I have 2 questions regarding crawlers and robots.
Background info
I only want Google and Bing to be excluded from the “disallow” and “noindex” limitations. In other words, I want ALL search engines except Google and Bing to follow the “disallow” and “noindex” rules. In addition, I would also like a “nosnippet” function for the search engines I mentioned (which all support “nosnippet”). Which code do I use to do this (using both robots.txt and X-Robots-Tag)?
I want to have it in both the robots.txt file as well as the htacess file as an X-Robots-Tag. I understand that robots.txt may be outdated, but I would like clear instructions to crawlers even if they’re considered “ineffective” and “outdated” unless you think otherwise.
Question 1
Did I get the following code right to only allow Google and Bing to index (to prevent other search engines from showing in their results), and, furthermore, prevent Bing and Google from showing snippets in their search results?
X-Robots-Tag code (Is this correct? Don't think I need to add "index" to googlebot and bingbot due to "index" being a default value, but not sure.)

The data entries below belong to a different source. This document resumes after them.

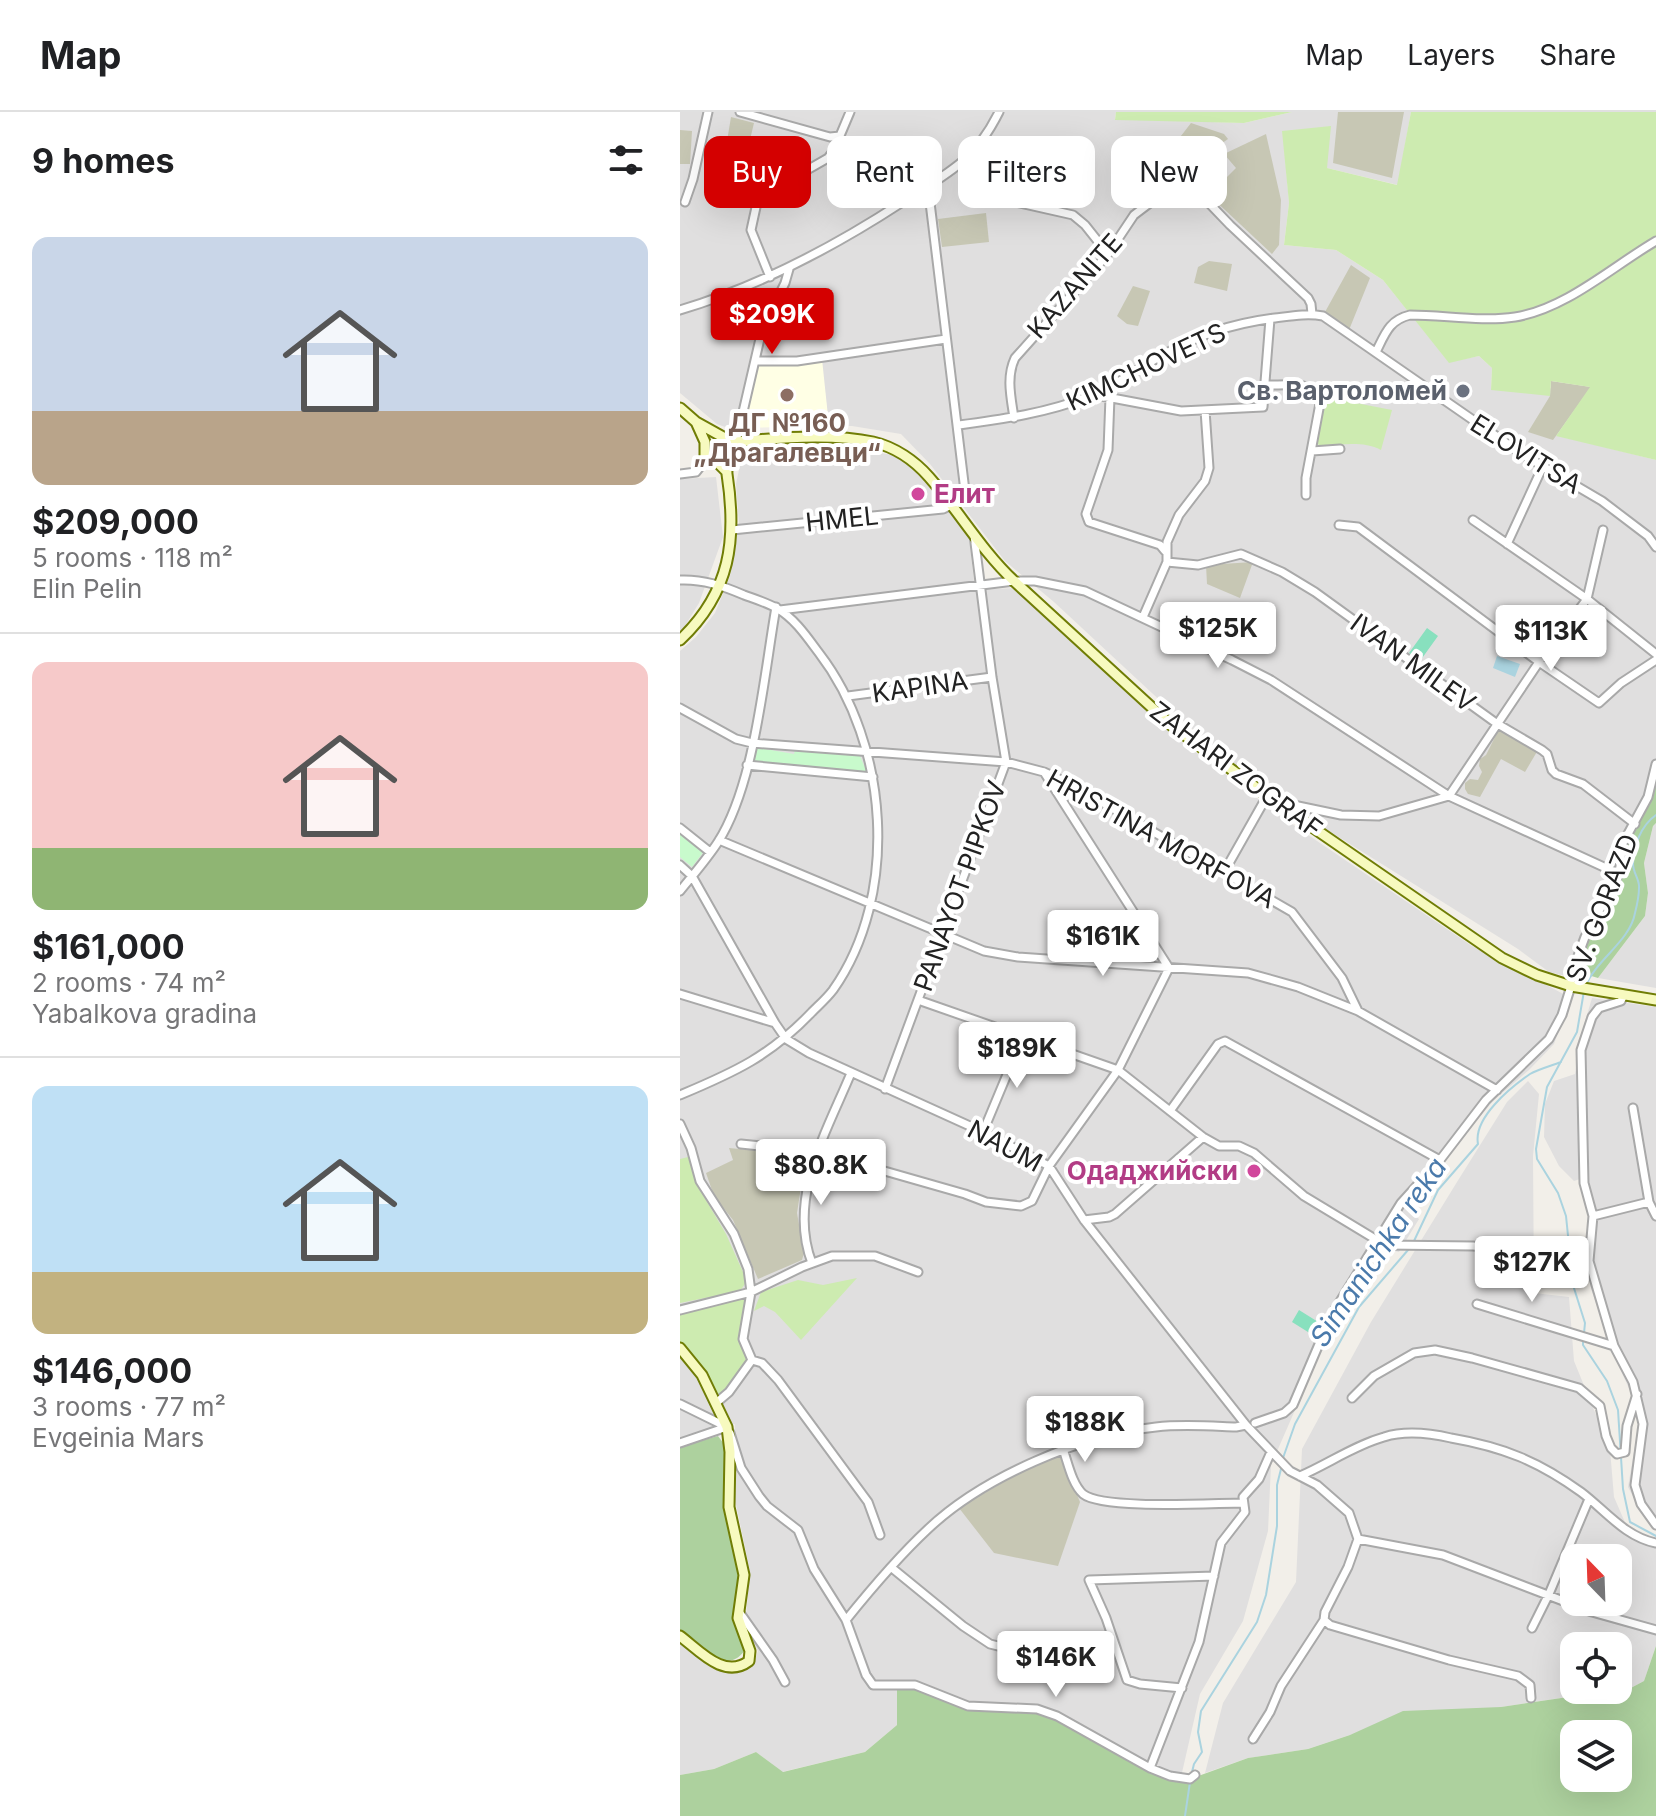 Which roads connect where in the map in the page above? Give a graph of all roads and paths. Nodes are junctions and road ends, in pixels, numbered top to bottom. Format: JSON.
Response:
{"nodes":[{"id":1,"x":708,"y":112,"type":"edge"},
{"id":2,"x":740,"y":112,"type":"edge"},
{"id":3,"x":850,"y":112,"type":"edge"},
{"id":4,"x":999,"y":112,"type":"edge"},
{"id":5,"x":827,"y":136,"type":"edge"},
{"id":6,"x":840,"y":136,"type":"edge"},
{"id":7,"x":985,"y":136,"type":"edge"},
{"id":8,"x":827,"y":159,"type":"edge"},
{"id":9,"x":685,"y":202,"type":"dead end"},
{"id":10,"x":894,"y":208,"type":"edge"},
{"id":11,"x":931,"y":208,"type":"edge"},
{"id":12,"x":1042,"y":208,"type":"edge"},
{"id":13,"x":1656,"y":241,"type":"edge"},
{"id":14,"x":1108,"y":254,"type":"junction"},
{"id":15,"x":789,"y":269,"type":"junction"},
{"id":16,"x":770,"y":277,"type":"junction"},
{"id":17,"x":680,"y":310,"type":"edge"},
{"id":18,"x":1312,"y":314,"type":"junction"},
{"id":19,"x":1270,"y":319,"type":"junction"},
{"id":20,"x":946,"y":339,"type":"junction"},
{"id":21,"x":1376,"y":352,"type":"junction"},
{"id":22,"x":755,"y":361,"type":"junction"},
{"id":23,"x":1265,"y":385,"type":"junction"},
{"id":24,"x":1093,"y":395,"type":"junction"},
{"id":25,"x":1110,"y":397,"type":"junction"},
{"id":26,"x":680,"y":408,"type":"edge"},
{"id":27,"x":1205,"y":410,"type":"junction"},
{"id":28,"x":1014,"y":418,"type":"junction"},
{"id":29,"x":696,"y":422,"type":"junction"},
{"id":30,"x":959,"y":425,"type":"junction"},
{"id":31,"x":716,"y":435,"type":"junction"},
{"id":32,"x":705,"y":442,"type":"junction"},
{"id":33,"x":732,"y":442,"type":"junction"},
{"id":34,"x":1340,"y":449,"type":"dead end"},
{"id":35,"x":1312,"y":451,"type":"junction"},
{"id":36,"x":727,"y":454,"type":"junction"},
{"id":37,"x":712,"y":459,"type":"junction"},
{"id":38,"x":1543,"y":466,"type":"junction"},
{"id":39,"x":727,"y":472,"type":"junction"},
{"id":40,"x":680,"y":474,"type":"edge"},
{"id":41,"x":1306,"y":495,"type":"dead end"},
{"id":42,"x":951,"y":505,"type":"junction"},
{"id":43,"x":1473,"y":520,"type":"dead end"},
{"id":44,"x":1339,"y":525,"type":"dead end"},
{"id":45,"x":732,"y":530,"type":"junction"},
{"id":46,"x":1603,"y":530,"type":"dead end"},
{"id":47,"x":974,"y":535,"type":"junction"},
{"id":48,"x":1507,"y":544,"type":"junction"},
{"id":49,"x":1656,"y":547,"type":"edge"},
{"id":50,"x":1165,"y":551,"type":"junction"},
{"id":51,"x":1167,"y":562,"type":"junction"},
{"id":52,"x":680,"y":580,"type":"edge"},
{"id":53,"x":1014,"y":581,"type":"junction"},
{"id":54,"x":980,"y":585,"type":"junction"},
{"id":55,"x":721,"y":586,"type":"junction"},
{"id":56,"x":1587,"y":599,"type":"junction"},
{"id":57,"x":778,"y":609,"type":"junction"},
{"id":58,"x":1143,"y":617,"type":"junction"},
{"id":59,"x":680,"y":640,"type":"edge"},
{"id":60,"x":1656,"y":657,"type":"edge"},
{"id":61,"x":1539,"y":662,"type":"junction"},
{"id":62,"x":992,"y":677,"type":"junction"},
{"id":63,"x":848,"y":696,"type":"junction"},
{"id":64,"x":680,"y":708,"type":"edge"},
{"id":65,"x":1496,"y":723,"type":"junction"},
{"id":66,"x":752,"y":743,"type":"junction"},
{"id":67,"x":865,"y":752,"type":"junction"},
{"id":68,"x":1006,"y":762,"type":"junction"},
{"id":69,"x":1656,"y":764,"type":"edge"},
{"id":70,"x":747,"y":765,"type":"junction"},
{"id":71,"x":1044,"y":772,"type":"junction"},
{"id":72,"x":873,"y":777,"type":"junction"},
{"id":73,"x":1449,"y":796,"type":"junction"},
{"id":74,"x":1270,"y":798,"type":"junction"},
{"id":75,"x":1635,"y":824,"type":"junction"},
{"id":76,"x":680,"y":828,"type":"edge"},
{"id":77,"x":719,"y":840,"type":"junction"},
{"id":78,"x":710,"y":852,"type":"junction"},
{"id":79,"x":680,"y":865,"type":"edge"},
{"id":80,"x":1224,"y":872,"type":"junction"},
{"id":81,"x":1619,"y":874,"type":"junction"},
{"id":82,"x":692,"y":876,"type":"junction"},
{"id":83,"x":680,"y":891,"type":"edge"},
{"id":84,"x":870,"y":903,"type":"junction"},
{"id":85,"x":942,"y":935,"type":"junction"},
{"id":86,"x":1169,"y":968,"type":"junction"},
{"id":87,"x":1574,"y":986,"type":"junction"},
{"id":88,"x":680,"y":994,"type":"edge"},
{"id":89,"x":1624,"y":995,"type":"junction"},
{"id":90,"x":918,"y":1000,"type":"junction"},
{"id":91,"x":1656,"y":1000,"type":"edge"},
{"id":92,"x":1358,"y":1011,"type":"junction"},
{"id":93,"x":775,"y":1023,"type":"junction"},
{"id":94,"x":1023,"y":1036,"type":"junction"},
{"id":95,"x":786,"y":1039,"type":"junction"},
{"id":96,"x":1118,"y":1070,"type":"junction"},
{"id":97,"x":851,"y":1073,"type":"junction"},
{"id":98,"x":885,"y":1089,"type":"junction"},
{"id":99,"x":1497,"y":1090,"type":"junction"},
{"id":100,"x":680,"y":1095,"type":"edge"},
{"id":101,"x":1633,"y":1108,"type":"dead end"},
{"id":102,"x":1170,"y":1111,"type":"junction"},
{"id":103,"x":680,"y":1124,"type":"edge"},
{"id":104,"x":983,"y":1132,"type":"junction"},
{"id":105,"x":1203,"y":1137,"type":"junction"},
{"id":106,"x":741,"y":1144,"type":"dead end"},
{"id":107,"x":818,"y":1152,"type":"junction"},
{"id":108,"x":1440,"y":1160,"type":"junction"},
{"id":109,"x":1049,"y":1166,"type":"junction"},
{"id":110,"x":1649,"y":1202,"type":"junction"},
{"id":111,"x":1593,"y":1216,"type":"junction"},
{"id":112,"x":1656,"y":1216,"type":"edge"},
{"id":113,"x":1084,"y":1220,"type":"junction"},
{"id":114,"x":1378,"y":1241,"type":"junction"},
{"id":115,"x":1530,"y":1255,"type":"dead end"},
{"id":116,"x":812,"y":1263,"type":"junction"},
{"id":117,"x":918,"y":1272,"type":"dead end"},
{"id":118,"x":751,"y":1292,"type":"junction"},
{"id":119,"x":1477,"y":1304,"type":"dead end"},
{"id":120,"x":680,"y":1310,"type":"edge"},
{"id":121,"x":1614,"y":1346,"type":"junction"},
{"id":122,"x":680,"y":1348,"type":"edge"},
{"id":123,"x":752,"y":1360,"type":"junction"},
{"id":124,"x":1637,"y":1394,"type":"junction"},
{"id":125,"x":1352,"y":1398,"type":"dead end"},
{"id":126,"x":716,"y":1403,"type":"junction"},
{"id":127,"x":680,"y":1404,"type":"edge"},
{"id":128,"x":1255,"y":1423,"type":"dead end"},
{"id":129,"x":1246,"y":1425,"type":"junction"},
{"id":130,"x":727,"y":1427,"type":"junction"},
{"id":131,"x":680,"y":1443,"type":"edge"},
{"id":132,"x":1063,"y":1449,"type":"junction"},
{"id":133,"x":1271,"y":1452,"type":"junction"},
{"id":134,"x":1300,"y":1476,"type":"junction"},
{"id":135,"x":1589,"y":1499,"type":"junction"},
{"id":136,"x":1243,"y":1503,"type":"junction"},
{"id":137,"x":1656,"y":1525,"type":"edge"},
{"id":138,"x":880,"y":1535,"type":"dead end"},
{"id":139,"x":1358,"y":1539,"type":"junction"},
{"id":140,"x":1656,"y":1543,"type":"edge"},
{"id":141,"x":892,"y":1568,"type":"junction"},
{"id":142,"x":1214,"y":1576,"type":"junction"},
{"id":143,"x":1549,"y":1594,"type":"junction"},
{"id":144,"x":739,"y":1612,"type":"junction"},
{"id":145,"x":846,"y":1620,"type":"junction"},
{"id":146,"x":1324,"y":1620,"type":"junction"},
{"id":147,"x":1532,"y":1628,"type":"dead end"},
{"id":148,"x":1656,"y":1630,"type":"edge"},
{"id":149,"x":680,"y":1636,"type":"edge"},
{"id":150,"x":1026,"y":1653,"type":"dead end"},
{"id":151,"x":785,"y":1682,"type":"dead end"},
{"id":152,"x":1182,"y":1688,"type":"junction"},
{"id":153,"x":1531,"y":1698,"type":"dead end"},
{"id":154,"x":1253,"y":1739,"type":"dead end"},
{"id":155,"x":1150,"y":1768,"type":"junction"},
{"id":156,"x":1193,"y":1777,"type":"dead end"}],
"edges":[{"from":1,"to":9,"type":"street"},
{"from":2,"to":5,"type":"street"},
{"from":3,"to":6,"type":"street"},
{"from":4,"to":7,"type":"street"},
{"from":8,"to":16,"type":"street"},
{"from":10,"to":15,"type":"street"},
{"from":11,"to":20,"type":"street"},
{"from":12,"to":14,"type":"street"},
{"from":13,"to":21,"type":"street"},
{"from":14,"to":18,"type":"street","name":"KAZANITE"},
{"from":14,"to":28,"type":"street","name":"KAZANITE"},
{"from":15,"to":16,"type":"street"},
{"from":15,"to":22,"type":"street"},
{"from":16,"to":17,"type":"street"},
{"from":18,"to":19,"type":"street"},
{"from":18,"to":21,"type":"street","name":"ELOVITSA"},
{"from":19,"to":23,"type":"street","name":"KIMCHOVETS"},
{"from":19,"to":24,"type":"street","name":"KIMCHOVETS"},
{"from":20,"to":22,"type":"street"},
{"from":20,"to":30,"type":"street"},
{"from":21,"to":38,"type":"street","name":"ELOVITSA"},
{"from":22,"to":33,"type":"street"},
{"from":23,"to":27,"type":"street","name":"KIMCHOVETS"},
{"from":23,"to":35,"type":"street"},
{"from":24,"to":25,"type":"street"},
{"from":24,"to":28,"type":"street","name":"KIMCHOVETS"},
{"from":25,"to":27,"type":"street"},
{"from":25,"to":50,"type":"street"},
{"from":26,"to":29,"type":"street"},
{"from":27,"to":50,"type":"street"},
{"from":28,"to":30,"type":"street","name":"KIMCHOVETS"},
{"from":29,"to":31,"type":"street"},
{"from":29,"to":32,"type":"street"},
{"from":30,"to":42,"type":"street"},
{"from":31,"to":32,"type":"street"},
{"from":31,"to":33,"type":"street"},
{"from":32,"to":37,"type":"street"},
{"from":33,"to":36,"type":"street"},
{"from":33,"to":42,"type":"street","name":"ZAHARI ZOGRAF"},
{"from":34,"to":35,"type":"street"},
{"from":35,"to":41,"type":"street"},
{"from":36,"to":37,"type":"street"},
{"from":36,"to":39,"type":"street"},
{"from":37,"to":39,"type":"street"},
{"from":37,"to":40,"type":"street"},
{"from":38,"to":48,"type":"street"},
{"from":38,"to":49,"type":"street","name":"ELOVITSA"},
{"from":39,"to":45,"type":"street"},
{"from":42,"to":45,"type":"street","name":"HMEL"},
{"from":42,"to":47,"type":"street","name":"ZAHARI ZOGRAF"},
{"from":43,"to":48,"type":"street"},
{"from":44,"to":61,"type":"street"},
{"from":45,"to":55,"type":"street"},
{"from":46,"to":56,"type":"street"},
{"from":47,"to":53,"type":"street","name":"ZAHARI ZOGRAF"},
{"from":47,"to":54,"type":"street","name":"PANAYOT PIPKOV"},
{"from":48,"to":56,"type":"street"},
{"from":50,"to":51,"type":"street"},
{"from":51,"to":58,"type":"street"},
{"from":51,"to":65,"type":"street","name":"IVAN MILEV"},
{"from":52,"to":55,"type":"street"},
{"from":53,"to":54,"type":"street"},
{"from":53,"to":58,"type":"street"},
{"from":53,"to":74,"type":"street","name":"ZAHARI ZOGRAF"},
{"from":54,"to":57,"type":"street"},
{"from":54,"to":62,"type":"street","name":"PANAYOT PIPKOV"},
{"from":55,"to":57,"type":"street"},
{"from":55,"to":59,"type":"street"},
{"from":56,"to":60,"type":"street"},
{"from":56,"to":61,"type":"street"},
{"from":57,"to":63,"type":"street"},
{"from":57,"to":66,"type":"street"},
{"from":58,"to":73,"type":"street"},
{"from":60,"to":61,"type":"street"},
{"from":61,"to":65,"type":"street"},
{"from":62,"to":63,"type":"street","name":"KAPINA"},
{"from":62,"to":68,"type":"street","name":"PANAYOT PIPKOV"},
{"from":63,"to":67,"type":"street"},
{"from":64,"to":66,"type":"street","name":"HRISTINA MORFOVA"},
{"from":65,"to":73,"type":"street"},
{"from":65,"to":75,"type":"street","name":"IVAN MILEV"},
{"from":66,"to":67,"type":"street","name":"HRISTINA MORFOVA"},
{"from":66,"to":70,"type":"street"},
{"from":67,"to":68,"type":"street","name":"HRISTINA MORFOVA"},
{"from":67,"to":72,"type":"street"},
{"from":68,"to":71,"type":"street","name":"HRISTINA MORFOVA"},
{"from":68,"to":85,"type":"street","name":"PANAYOT PIPKOV"},
{"from":69,"to":75,"type":"street","name":"SV. GORAZD"},
{"from":70,"to":72,"type":"street"},
{"from":70,"to":77,"type":"street"},
{"from":71,"to":80,"type":"street","name":"HRISTINA MORFOVA"},
{"from":71,"to":86,"type":"street"},
{"from":72,"to":84,"type":"street"},
{"from":73,"to":74,"type":"street"},
{"from":73,"to":81,"type":"street"},
{"from":74,"to":80,"type":"street"},
{"from":74,"to":87,"type":"street","name":"ZAHARI ZOGRAF"},
{"from":75,"to":81,"type":"street","name":"SV. GORAZD"},
{"from":76,"to":78,"type":"street"},
{"from":77,"to":78,"type":"street"},
{"from":77,"to":84,"type":"street"},
{"from":78,"to":82,"type":"street"},
{"from":79,"to":82,"type":"street","name":"NAUM"},
{"from":80,"to":92,"type":"street","name":"HRISTINA MORFOVA"},
{"from":81,"to":87,"type":"street","name":"SV. GORAZD"},
{"from":82,"to":83,"type":"street"},
{"from":82,"to":93,"type":"street","name":"NAUM"},
{"from":84,"to":85,"type":"street"},
{"from":84,"to":95,"type":"street"},
{"from":85,"to":86,"type":"street"},
{"from":85,"to":90,"type":"street","name":"PANAYOT PIPKOV"},
{"from":86,"to":92,"type":"street"},
{"from":86,"to":96,"type":"street"},
{"from":87,"to":89,"type":"street","name":"ZAHARI ZOGRAF"},
{"from":87,"to":99,"type":"street","name":"SV. GORAZD"},
{"from":88,"to":93,"type":"street"},
{"from":89,"to":91,"type":"street","name":"ZAHARI ZOGRAF"},
{"from":89,"to":111,"type":"street"},
{"from":90,"to":94,"type":"street"},
{"from":90,"to":98,"type":"street","name":"PANAYOT PIPKOV"},
{"from":92,"to":99,"type":"street"},
{"from":93,"to":95,"type":"street","name":"NAUM"},
{"from":94,"to":96,"type":"street"},
{"from":94,"to":104,"type":"street"},
{"from":95,"to":97,"type":"street","name":"NAUM"},
{"from":95,"to":100,"type":"street"},
{"from":96,"to":102,"type":"street"},
{"from":96,"to":109,"type":"street"},
{"from":97,"to":98,"type":"street","name":"NAUM"},
{"from":97,"to":107,"type":"street"},
{"from":98,"to":104,"type":"street","name":"NAUM"},
{"from":99,"to":108,"type":"street","name":"SV. GORAZD"},
{"from":101,"to":110,"type":"street"},
{"from":102,"to":105,"type":"street"},
{"from":102,"to":108,"type":"street"},
{"from":103,"to":118,"type":"street"},
{"from":104,"to":109,"type":"street","name":"NAUM"},
{"from":105,"to":113,"type":"street"},
{"from":105,"to":114,"type":"street"},
{"from":106,"to":107,"type":"street"},
{"from":107,"to":109,"type":"street"},
{"from":107,"to":116,"type":"street"},
{"from":108,"to":114,"type":"street","name":"SV. GORAZD"},
{"from":109,"to":113,"type":"street","name":"NAUM"},
{"from":110,"to":111,"type":"street"},
{"from":110,"to":112,"type":"street"},
{"from":111,"to":121,"type":"street"},
{"from":113,"to":129,"type":"street","name":"NAUM"},
{"from":114,"to":115,"type":"street"},
{"from":114,"to":128,"type":"street","name":"SV. GORAZD"},
{"from":116,"to":117,"type":"street"},
{"from":116,"to":118,"type":"street"},
{"from":118,"to":120,"type":"street"},
{"from":118,"to":123,"type":"street"},
{"from":119,"to":121,"type":"street"},
{"from":121,"to":124,"type":"street"},
{"from":122,"to":126,"type":"street"},
{"from":123,"to":126,"type":"street"},
{"from":123,"to":138,"type":"street"},
{"from":124,"to":125,"type":"street"},
{"from":124,"to":137,"type":"street"},
{"from":126,"to":130,"type":"street"},
{"from":127,"to":130,"type":"street"},
{"from":129,"to":132,"type":"street"},
{"from":129,"to":133,"type":"street","name":"NAUM"},
{"from":130,"to":131,"type":"street"},
{"from":130,"to":144,"type":"street"},
{"from":130,"to":145,"type":"street"},
{"from":132,"to":136,"type":"street"},
{"from":132,"to":141,"type":"street"},
{"from":133,"to":134,"type":"street","name":"NAUM"},
{"from":133,"to":136,"type":"street"},
{"from":134,"to":135,"type":"street"},
{"from":134,"to":139,"type":"street","name":"NAUM"},
{"from":135,"to":140,"type":"street"},
{"from":135,"to":143,"type":"street"},
{"from":136,"to":142,"type":"street"},
{"from":139,"to":143,"type":"street"},
{"from":139,"to":146,"type":"street"},
{"from":141,"to":145,"type":"street"},
{"from":141,"to":150,"type":"street"},
{"from":142,"to":152,"type":"street"},
{"from":142,"to":152,"type":"street"},
{"from":143,"to":147,"type":"street"},
{"from":143,"to":148,"type":"street"},
{"from":144,"to":149,"type":"street"},
{"from":144,"to":151,"type":"street"},
{"from":145,"to":155,"type":"street"},
{"from":146,"to":153,"type":"street"},
{"from":146,"to":154,"type":"street"},
{"from":152,"to":155,"type":"street"},
{"from":155,"to":156,"type":"street"}]}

X-Robots-Tag: googlebot: nosnippet
X-Robots-Tag: bingbot: nosnippet
X-Robots-Tag: otherbot: noindex
robots.txt code (Is this correct? I think the 1st one is, but not sure.)
User-agent: Googlebot
Disallow:
User-agent: Bingbot
Disallow:
User-agent: *
Disallow: /
or
User-agent: *
Disallow: /
User-agent: Googlebot
Disallow:
User-agent: Bingbot
Disallow:
Question 2: Conflicts between robots.txt and X-Robots-Tag
I anticipate conflicts between the robots.txt and the X-Robots-Tag due to the disallow function and the noindex functions not being allowed to work in conjunction (Is there any advantage of using X-Robot-Tag instead of robots.txt? ). How do I get around this, and what is your recommendation?
End goal
As mentioned, the main goal of this is to explicitly tell all older robots (still using the robots.txt) and all the newer ones except Google and Bing (using X-Robots-Tag) to not show any of my pages in their search results (which I'm assuming is summed up in the noindex function). I understand they may not all follow it, but I want them ALL to know except Google and Bing to not show my pages in search results. To this end, I am looking to find the right codes for both the robots.txt code and X-Robots-Tag code that will work without conflict for this function for the HTML sites I am trying to build.